Figure\(\PageIndex{4}\): image source currently unknown

If quenching is occurring by a collisional deactivation of the excited state, according to the kinetic molecular theory, as the temperature of the system is increased the number of collisions between with fluorophore in it's excited state and the quencher will increase and the fluorescence signal will be smaller relative to the the intensity with the same concentration of quencher but at a lower temperature. Consequently the slope of the Stern-Volmer plot will be greater at the higher temperature relative to the slope at the lower temperature. The same will be true for a Stern-Volmer plot based on the ratio of the fluorescence lifetimes without, \({\tau_0}\), and with, \({\tau}\), the quencher.
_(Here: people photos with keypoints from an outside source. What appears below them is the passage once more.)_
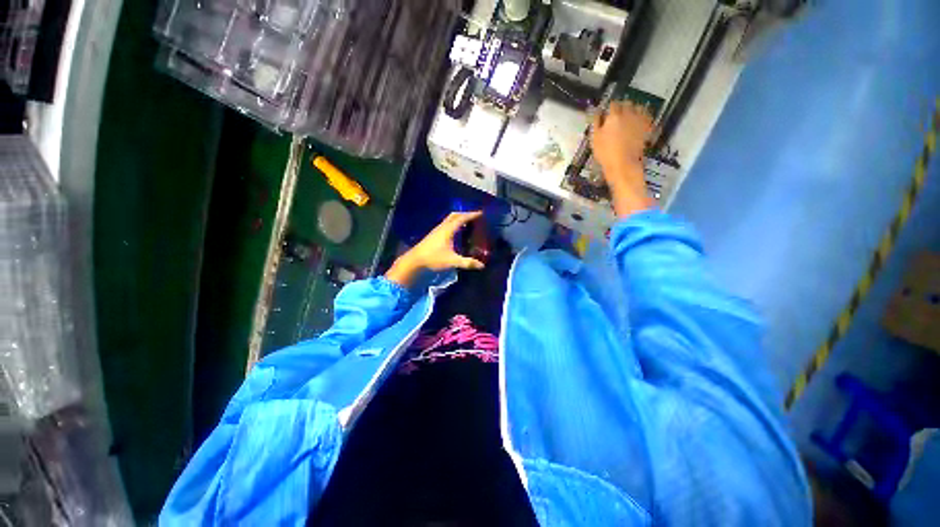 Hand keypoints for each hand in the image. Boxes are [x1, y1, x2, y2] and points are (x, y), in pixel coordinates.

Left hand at [385, 211, 484, 287]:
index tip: (481, 213)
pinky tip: (456, 232)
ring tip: (468, 223)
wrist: (415, 261)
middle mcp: (442, 227)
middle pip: (455, 215)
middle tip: (475, 217)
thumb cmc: (433, 258)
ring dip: (459, 218)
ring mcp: (437, 230)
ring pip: (449, 219)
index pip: (462, 218)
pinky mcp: (434, 235)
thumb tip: (481, 265)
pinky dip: (454, 224)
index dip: (472, 215)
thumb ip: (467, 263)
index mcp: (448, 230)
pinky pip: (446, 224)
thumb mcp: (452, 261)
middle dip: (465, 214)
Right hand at [591, 101, 655, 217]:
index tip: (607, 112)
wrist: (623, 165)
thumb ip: (596, 123)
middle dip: (622, 107)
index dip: (609, 107)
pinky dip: (643, 116)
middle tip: (617, 115)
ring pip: (638, 107)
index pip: (612, 104)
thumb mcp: (594, 139)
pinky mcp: (647, 128)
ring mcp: (640, 120)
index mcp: (614, 116)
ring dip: (634, 109)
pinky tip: (639, 122)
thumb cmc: (605, 153)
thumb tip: (597, 112)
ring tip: (629, 117)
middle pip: (627, 103)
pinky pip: (646, 117)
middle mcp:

If static quenching is causing the decrease in the fluorscence and increase in system temperature is more likely to rupture the bond associating the fluorophore and quencher resulting in an increase in the fluorescence intensity. For static quenching the slope of the Stern-Volmer plot will be less at the higher temperature relative to the slope at lower temperature. Since the observed liftime is only based on the free fluorphores the ratio of of the fluorescence lifetimes without, \({\tau_0}\), and with, \({\tau}\), the quencher will be unchanged.